TASK DATA
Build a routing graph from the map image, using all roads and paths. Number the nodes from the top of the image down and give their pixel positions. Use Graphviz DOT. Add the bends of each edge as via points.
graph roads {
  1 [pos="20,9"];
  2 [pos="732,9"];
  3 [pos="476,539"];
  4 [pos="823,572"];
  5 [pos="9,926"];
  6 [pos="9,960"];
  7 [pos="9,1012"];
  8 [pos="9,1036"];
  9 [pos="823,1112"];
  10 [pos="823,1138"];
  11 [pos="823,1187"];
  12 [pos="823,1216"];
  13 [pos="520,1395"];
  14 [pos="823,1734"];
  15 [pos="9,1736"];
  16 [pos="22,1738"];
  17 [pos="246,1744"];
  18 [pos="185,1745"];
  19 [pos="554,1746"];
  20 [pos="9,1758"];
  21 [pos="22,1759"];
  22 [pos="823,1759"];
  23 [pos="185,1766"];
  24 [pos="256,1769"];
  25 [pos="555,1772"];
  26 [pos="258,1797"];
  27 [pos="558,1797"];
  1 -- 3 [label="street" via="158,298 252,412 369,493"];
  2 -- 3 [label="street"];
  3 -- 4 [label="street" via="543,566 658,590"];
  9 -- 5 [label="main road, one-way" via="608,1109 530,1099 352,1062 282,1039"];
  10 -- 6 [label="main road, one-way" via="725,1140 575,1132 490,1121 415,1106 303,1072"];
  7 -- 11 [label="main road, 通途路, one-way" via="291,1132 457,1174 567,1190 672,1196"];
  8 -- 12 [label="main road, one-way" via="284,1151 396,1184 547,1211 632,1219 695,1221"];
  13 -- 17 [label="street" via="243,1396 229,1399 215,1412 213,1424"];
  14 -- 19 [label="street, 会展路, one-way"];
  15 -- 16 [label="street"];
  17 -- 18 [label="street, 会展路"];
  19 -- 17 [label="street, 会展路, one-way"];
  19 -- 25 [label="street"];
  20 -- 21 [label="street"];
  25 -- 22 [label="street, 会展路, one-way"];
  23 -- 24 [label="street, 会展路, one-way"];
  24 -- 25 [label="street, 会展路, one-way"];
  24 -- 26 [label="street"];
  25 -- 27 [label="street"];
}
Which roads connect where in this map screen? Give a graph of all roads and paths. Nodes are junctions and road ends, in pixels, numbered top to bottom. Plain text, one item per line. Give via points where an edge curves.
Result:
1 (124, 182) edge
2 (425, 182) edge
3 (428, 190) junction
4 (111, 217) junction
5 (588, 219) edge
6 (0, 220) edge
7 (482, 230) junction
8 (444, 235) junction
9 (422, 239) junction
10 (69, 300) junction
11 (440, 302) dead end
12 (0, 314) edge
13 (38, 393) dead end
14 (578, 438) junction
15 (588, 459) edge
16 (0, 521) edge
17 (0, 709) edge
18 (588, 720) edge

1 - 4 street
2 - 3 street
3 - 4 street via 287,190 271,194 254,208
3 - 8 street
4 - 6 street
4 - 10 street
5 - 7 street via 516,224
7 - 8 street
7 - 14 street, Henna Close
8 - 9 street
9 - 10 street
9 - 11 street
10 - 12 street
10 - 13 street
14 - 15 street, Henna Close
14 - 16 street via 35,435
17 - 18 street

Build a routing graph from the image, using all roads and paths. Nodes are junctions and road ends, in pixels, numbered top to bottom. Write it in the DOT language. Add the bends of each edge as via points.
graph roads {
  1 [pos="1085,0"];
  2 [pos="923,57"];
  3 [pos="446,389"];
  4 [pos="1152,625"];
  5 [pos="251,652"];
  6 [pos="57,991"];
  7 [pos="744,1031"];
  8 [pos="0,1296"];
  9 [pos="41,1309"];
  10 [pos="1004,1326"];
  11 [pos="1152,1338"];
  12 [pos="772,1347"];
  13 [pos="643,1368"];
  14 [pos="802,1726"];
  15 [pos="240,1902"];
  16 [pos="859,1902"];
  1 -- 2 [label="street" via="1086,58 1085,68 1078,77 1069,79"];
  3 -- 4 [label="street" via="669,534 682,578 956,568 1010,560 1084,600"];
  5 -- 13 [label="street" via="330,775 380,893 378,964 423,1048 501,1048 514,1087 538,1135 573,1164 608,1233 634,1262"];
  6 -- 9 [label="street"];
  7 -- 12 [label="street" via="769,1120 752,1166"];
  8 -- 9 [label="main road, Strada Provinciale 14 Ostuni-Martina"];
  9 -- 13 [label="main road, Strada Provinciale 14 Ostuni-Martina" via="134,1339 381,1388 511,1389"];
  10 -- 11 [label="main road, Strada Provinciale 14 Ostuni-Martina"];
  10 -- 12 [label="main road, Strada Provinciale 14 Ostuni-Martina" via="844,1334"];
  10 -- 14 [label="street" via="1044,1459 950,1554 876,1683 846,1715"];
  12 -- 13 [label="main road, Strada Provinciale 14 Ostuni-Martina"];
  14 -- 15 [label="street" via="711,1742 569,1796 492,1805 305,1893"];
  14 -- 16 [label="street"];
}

WHAT IS EXPECTED
The answer must be every line of the records that holds the string "Ostuni".

COMPLETED EXERCISE
  8 -- 9 [label="main road, Strada Provinciale 14 Ostuni-Martina"];
  9 -- 13 [label="main road, Strada Provinciale 14 Ostuni-Martina" via="134,1339 381,1388 511,1389"];
  10 -- 11 [label="main road, Strada Provinciale 14 Ostuni-Martina"];
  10 -- 12 [label="main road, Strada Provinciale 14 Ostuni-Martina" via="844,1334"];
  12 -- 13 [label="main road, Strada Provinciale 14 Ostuni-Martina"];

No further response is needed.